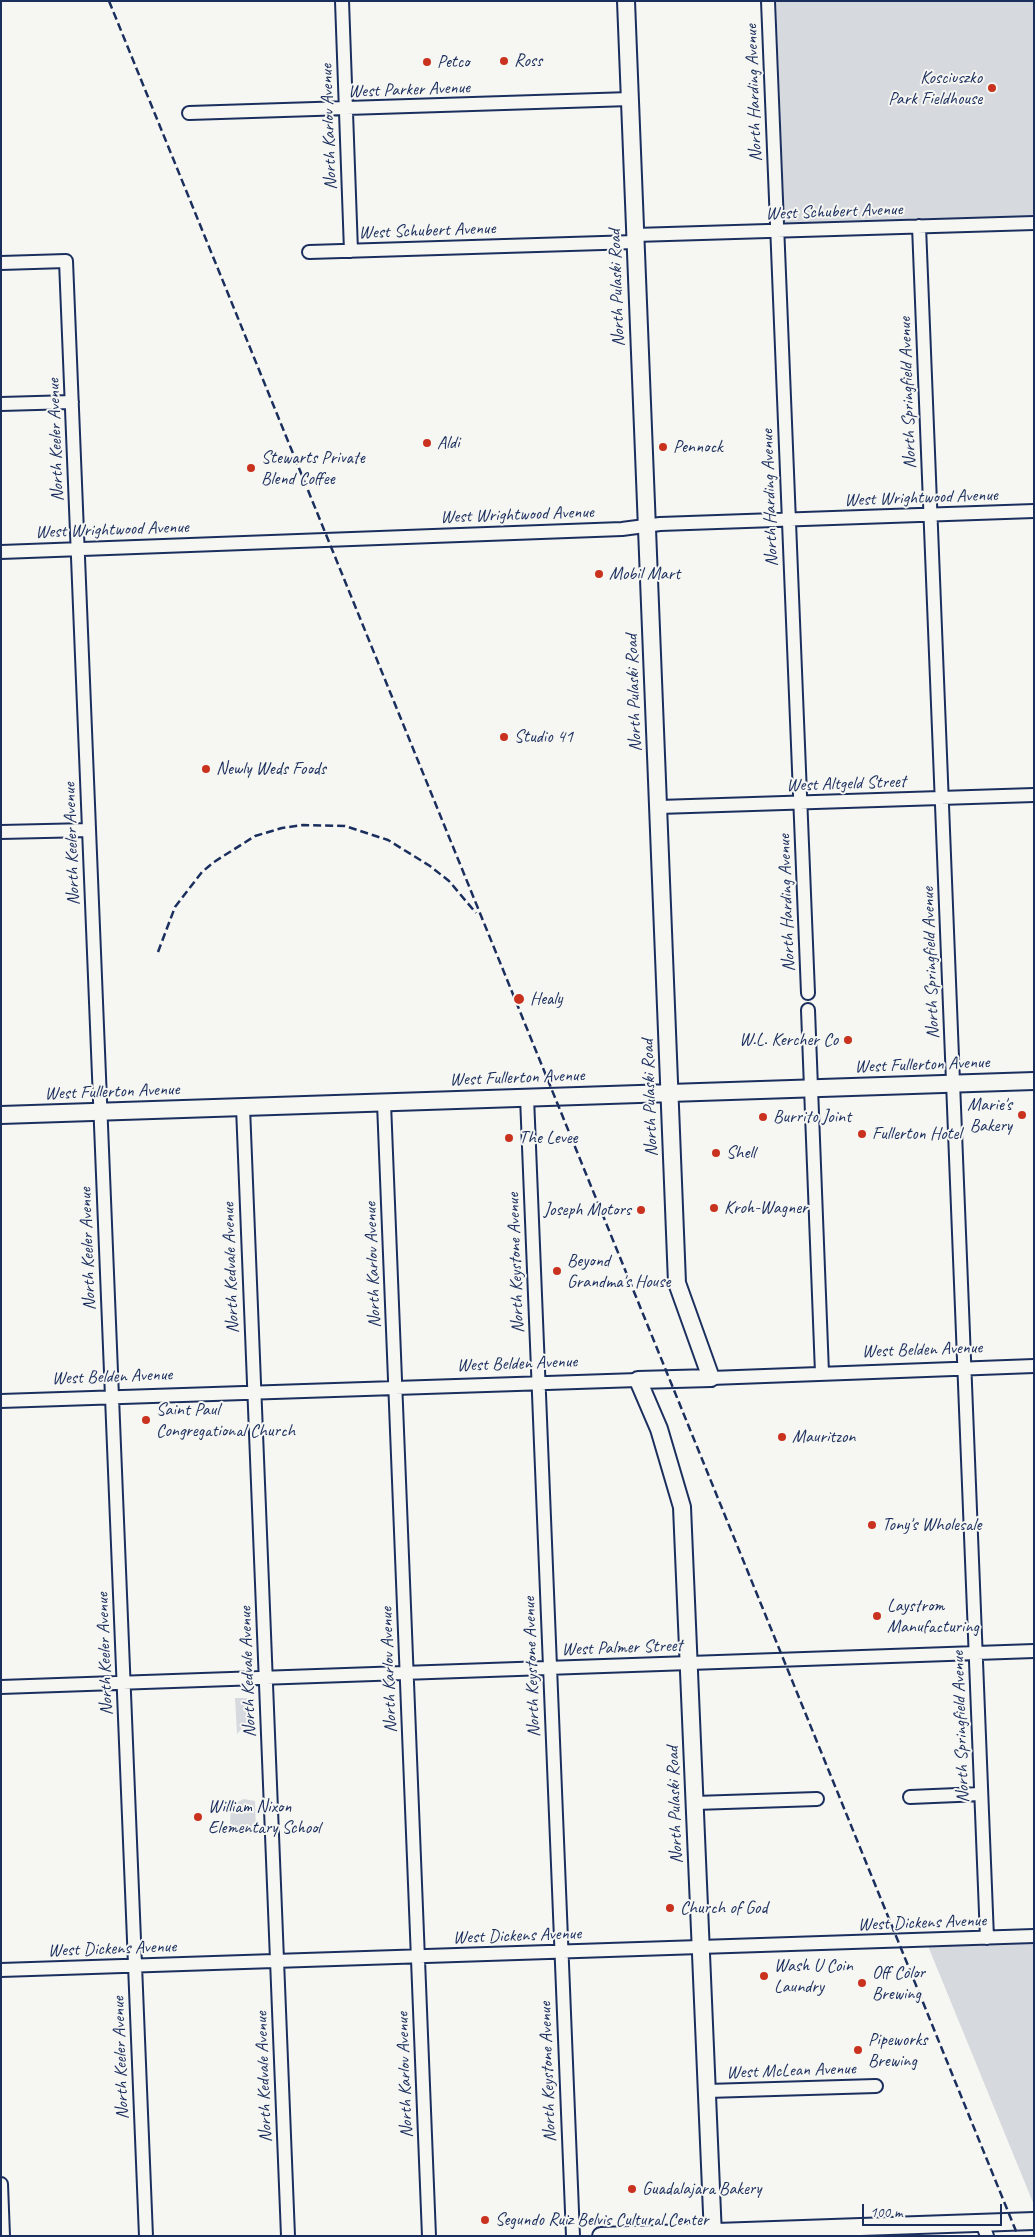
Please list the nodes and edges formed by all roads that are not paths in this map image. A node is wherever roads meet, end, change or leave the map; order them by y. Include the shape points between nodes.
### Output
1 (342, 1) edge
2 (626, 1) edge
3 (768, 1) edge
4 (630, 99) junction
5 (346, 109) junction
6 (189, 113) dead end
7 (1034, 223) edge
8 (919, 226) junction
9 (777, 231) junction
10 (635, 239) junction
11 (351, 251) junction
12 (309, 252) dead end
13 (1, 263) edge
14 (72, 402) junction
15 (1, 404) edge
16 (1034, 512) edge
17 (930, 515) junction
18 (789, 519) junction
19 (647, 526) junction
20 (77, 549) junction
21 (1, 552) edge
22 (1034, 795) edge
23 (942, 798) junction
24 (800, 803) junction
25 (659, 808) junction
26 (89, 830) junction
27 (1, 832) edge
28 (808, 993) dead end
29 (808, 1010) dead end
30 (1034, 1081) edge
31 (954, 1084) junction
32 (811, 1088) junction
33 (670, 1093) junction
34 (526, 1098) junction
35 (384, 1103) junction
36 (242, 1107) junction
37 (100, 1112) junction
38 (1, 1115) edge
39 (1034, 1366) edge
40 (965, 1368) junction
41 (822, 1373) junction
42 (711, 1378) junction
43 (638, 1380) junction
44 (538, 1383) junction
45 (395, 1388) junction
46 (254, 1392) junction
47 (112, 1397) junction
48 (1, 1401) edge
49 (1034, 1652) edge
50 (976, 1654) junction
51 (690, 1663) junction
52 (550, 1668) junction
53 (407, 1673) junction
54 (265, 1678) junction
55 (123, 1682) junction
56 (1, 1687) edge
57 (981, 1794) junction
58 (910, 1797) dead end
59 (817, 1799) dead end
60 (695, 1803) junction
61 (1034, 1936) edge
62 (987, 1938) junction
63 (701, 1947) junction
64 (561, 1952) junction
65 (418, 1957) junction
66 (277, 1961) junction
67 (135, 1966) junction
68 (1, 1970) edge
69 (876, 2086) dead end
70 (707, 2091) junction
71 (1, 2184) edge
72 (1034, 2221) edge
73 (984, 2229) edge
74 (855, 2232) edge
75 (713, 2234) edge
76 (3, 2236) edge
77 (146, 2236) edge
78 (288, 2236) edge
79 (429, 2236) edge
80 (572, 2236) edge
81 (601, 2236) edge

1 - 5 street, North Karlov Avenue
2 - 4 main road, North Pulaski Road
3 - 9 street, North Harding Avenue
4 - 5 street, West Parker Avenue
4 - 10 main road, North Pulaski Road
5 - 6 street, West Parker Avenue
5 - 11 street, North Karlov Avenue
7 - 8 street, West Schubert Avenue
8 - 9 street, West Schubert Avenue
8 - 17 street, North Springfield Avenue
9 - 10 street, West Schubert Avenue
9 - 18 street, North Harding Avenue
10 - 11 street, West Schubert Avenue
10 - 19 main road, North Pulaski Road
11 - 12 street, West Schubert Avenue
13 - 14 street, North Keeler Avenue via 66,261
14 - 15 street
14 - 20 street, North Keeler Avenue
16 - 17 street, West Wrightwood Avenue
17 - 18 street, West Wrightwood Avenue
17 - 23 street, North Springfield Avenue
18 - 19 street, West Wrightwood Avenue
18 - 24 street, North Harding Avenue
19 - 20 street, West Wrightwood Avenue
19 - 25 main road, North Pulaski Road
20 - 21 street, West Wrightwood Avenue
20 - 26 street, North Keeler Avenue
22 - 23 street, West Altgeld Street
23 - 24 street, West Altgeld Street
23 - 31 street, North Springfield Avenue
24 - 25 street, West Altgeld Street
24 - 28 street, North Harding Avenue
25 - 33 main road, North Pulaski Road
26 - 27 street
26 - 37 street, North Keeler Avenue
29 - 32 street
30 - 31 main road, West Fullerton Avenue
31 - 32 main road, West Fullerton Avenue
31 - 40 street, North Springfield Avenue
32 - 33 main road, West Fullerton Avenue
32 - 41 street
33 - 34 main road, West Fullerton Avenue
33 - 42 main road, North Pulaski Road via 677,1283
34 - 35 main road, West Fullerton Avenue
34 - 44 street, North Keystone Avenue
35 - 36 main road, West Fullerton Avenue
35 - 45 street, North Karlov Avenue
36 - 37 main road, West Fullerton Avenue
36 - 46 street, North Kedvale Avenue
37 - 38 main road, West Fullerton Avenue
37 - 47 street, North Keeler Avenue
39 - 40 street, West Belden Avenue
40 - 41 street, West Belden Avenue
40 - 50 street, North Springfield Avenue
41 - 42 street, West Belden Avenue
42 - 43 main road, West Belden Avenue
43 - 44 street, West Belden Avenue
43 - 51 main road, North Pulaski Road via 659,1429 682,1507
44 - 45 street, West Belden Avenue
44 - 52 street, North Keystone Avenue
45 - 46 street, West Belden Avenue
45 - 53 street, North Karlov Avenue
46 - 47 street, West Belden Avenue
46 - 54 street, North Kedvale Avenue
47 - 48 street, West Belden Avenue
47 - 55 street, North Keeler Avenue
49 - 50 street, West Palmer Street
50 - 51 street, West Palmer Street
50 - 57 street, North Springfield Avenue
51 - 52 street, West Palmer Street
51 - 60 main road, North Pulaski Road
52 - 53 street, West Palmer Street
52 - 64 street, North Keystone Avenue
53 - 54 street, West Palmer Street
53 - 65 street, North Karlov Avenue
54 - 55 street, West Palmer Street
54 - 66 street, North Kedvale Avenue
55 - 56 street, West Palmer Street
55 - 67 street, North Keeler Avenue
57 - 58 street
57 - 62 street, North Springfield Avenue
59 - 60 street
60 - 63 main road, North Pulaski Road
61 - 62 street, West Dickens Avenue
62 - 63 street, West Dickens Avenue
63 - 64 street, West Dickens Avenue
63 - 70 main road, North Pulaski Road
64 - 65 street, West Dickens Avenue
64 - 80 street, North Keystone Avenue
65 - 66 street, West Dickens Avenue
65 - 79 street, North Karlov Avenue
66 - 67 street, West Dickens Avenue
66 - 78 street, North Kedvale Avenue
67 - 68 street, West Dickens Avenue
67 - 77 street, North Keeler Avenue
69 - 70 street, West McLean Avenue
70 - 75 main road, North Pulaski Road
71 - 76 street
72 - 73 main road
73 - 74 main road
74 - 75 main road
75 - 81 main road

### WHAT YOU WILL DO
The images are to be left out while the entries are written out exactly.

### WRITTEN SOLUTION
Please list the nodes and edges formed by all roads that are not paths in this map image. A node is wherever roads meet, end, change or leave the map; order them by y. Include the shape points between nodes.
### Output
1 (342, 1) edge
2 (626, 1) edge
3 (768, 1) edge
4 (630, 99) junction
5 (346, 109) junction
6 (189, 113) dead end
7 (1034, 223) edge
8 (919, 226) junction
9 (777, 231) junction
10 (635, 239) junction
11 (351, 251) junction
12 (309, 252) dead end
13 (1, 263) edge
14 (72, 402) junction
15 (1, 404) edge
16 (1034, 512) edge
17 (930, 515) junction
18 (789, 519) junction
19 (647, 526) junction
20 (77, 549) junction
21 (1, 552) edge
22 (1034, 795) edge
23 (942, 798) junction
24 (800, 803) junction
25 (659, 808) junction
26 (89, 830) junction
27 (1, 832) edge
28 (808, 993) dead end
29 (808, 1010) dead end
30 (1034, 1081) edge
31 (954, 1084) junction
32 (811, 1088) junction
33 (670, 1093) junction
34 (526, 1098) junction
35 (384, 1103) junction
36 (242, 1107) junction
37 (100, 1112) junction
38 (1, 1115) edge
39 (1034, 1366) edge
40 (965, 1368) junction
41 (822, 1373) junction
42 (711, 1378) junction
43 (638, 1380) junction
44 (538, 1383) junction
45 (395, 1388) junction
46 (254, 1392) junction
47 (112, 1397) junction
48 (1, 1401) edge
49 (1034, 1652) edge
50 (976, 1654) junction
51 (690, 1663) junction
52 (550, 1668) junction
53 (407, 1673) junction
54 (265, 1678) junction
55 (123, 1682) junction
56 (1, 1687) edge
57 (981, 1794) junction
58 (910, 1797) dead end
59 (817, 1799) dead end
60 (695, 1803) junction
61 (1034, 1936) edge
62 (987, 1938) junction
63 (701, 1947) junction
64 (561, 1952) junction
65 (418, 1957) junction
66 (277, 1961) junction
67 (135, 1966) junction
68 (1, 1970) edge
69 (876, 2086) dead end
70 (707, 2091) junction
71 (1, 2184) edge
72 (1034, 2221) edge
73 (984, 2229) edge
74 (855, 2232) edge
75 (713, 2234) edge
76 (3, 2236) edge
77 (146, 2236) edge
78 (288, 2236) edge
79 (429, 2236) edge
80 (572, 2236) edge
81 (601, 2236) edge

1 - 5 street, North Karlov Avenue
2 - 4 main road, North Pulaski Road
3 - 9 street, North Harding Avenue
4 - 5 street, West Parker Avenue
4 - 10 main road, North Pulaski Road
5 - 6 street, West Parker Avenue
5 - 11 street, North Karlov Avenue
7 - 8 street, West Schubert Avenue
8 - 9 street, West Schubert Avenue
8 - 17 street, North Springfield Avenue
9 - 10 street, West Schubert Avenue
9 - 18 street, North Harding Avenue
10 - 11 street, West Schubert Avenue
10 - 19 main road, North Pulaski Road
11 - 12 street, West Schubert Avenue
13 - 14 street, North Keeler Avenue via 66,261
14 - 15 street
14 - 20 street, North Keeler Avenue
16 - 17 street, West Wrightwood Avenue
17 - 18 street, West Wrightwood Avenue
17 - 23 street, North Springfield Avenue
18 - 19 street, West Wrightwood Avenue
18 - 24 street, North Harding Avenue
19 - 20 street, West Wrightwood Avenue
19 - 25 main road, North Pulaski Road
20 - 21 street, West Wrightwood Avenue
20 - 26 street, North Keeler Avenue
22 - 23 street, West Altgeld Street
23 - 24 street, West Altgeld Street
23 - 31 street, North Springfield Avenue
24 - 25 street, West Altgeld Street
24 - 28 street, North Harding Avenue
25 - 33 main road, North Pulaski Road
26 - 27 street
26 - 37 street, North Keeler Avenue
29 - 32 street
30 - 31 main road, West Fullerton Avenue
31 - 32 main road, West Fullerton Avenue
31 - 40 street, North Springfield Avenue
32 - 33 main road, West Fullerton Avenue
32 - 41 street
33 - 34 main road, West Fullerton Avenue
33 - 42 main road, North Pulaski Road via 677,1283
34 - 35 main road, West Fullerton Avenue
34 - 44 street, North Keystone Avenue
35 - 36 main road, West Fullerton Avenue
35 - 45 street, North Karlov Avenue
36 - 37 main road, West Fullerton Avenue
36 - 46 street, North Kedvale Avenue
37 - 38 main road, West Fullerton Avenue
37 - 47 street, North Keeler Avenue
39 - 40 street, West Belden Avenue
40 - 41 street, West Belden Avenue
40 - 50 street, North Springfield Avenue
41 - 42 street, West Belden Avenue
42 - 43 main road, West Belden Avenue
43 - 44 street, West Belden Avenue
43 - 51 main road, North Pulaski Road via 659,1429 682,1507
44 - 45 street, West Belden Avenue
44 - 52 street, North Keystone Avenue
45 - 46 street, West Belden Avenue
45 - 53 street, North Karlov Avenue
46 - 47 street, West Belden Avenue
46 - 54 street, North Kedvale Avenue
47 - 48 street, West Belden Avenue
47 - 55 street, North Keeler Avenue
49 - 50 street, West Palmer Street
50 - 51 street, West Palmer Street
50 - 57 street, North Springfield Avenue
51 - 52 street, West Palmer Street
51 - 60 main road, North Pulaski Road
52 - 53 street, West Palmer Street
52 - 64 street, North Keystone Avenue
53 - 54 street, West Palmer Street
53 - 65 street, North Karlov Avenue
54 - 55 street, West Palmer Street
54 - 66 street, North Kedvale Avenue
55 - 56 street, West Palmer Street
55 - 67 street, North Keeler Avenue
57 - 58 street
57 - 62 street, North Springfield Avenue
59 - 60 street
60 - 63 main road, North Pulaski Road
61 - 62 street, West Dickens Avenue
62 - 63 street, West Dickens Avenue
63 - 64 street, West Dickens Avenue
63 - 70 main road, North Pulaski Road
64 - 65 street, West Dickens Avenue
64 - 80 street, North Keystone Avenue
65 - 66 street, West Dickens Avenue
65 - 79 street, North Karlov Avenue
66 - 67 street, West Dickens Avenue
66 - 78 street, North Kedvale Avenue
67 - 68 street, West Dickens Avenue
67 - 77 street, North Keeler Avenue
69 - 70 street, West McLean Avenue
70 - 75 main road, North Pulaski Road
71 - 76 street
72 - 73 main road
73 - 74 main road
74 - 75 main road
75 - 81 main road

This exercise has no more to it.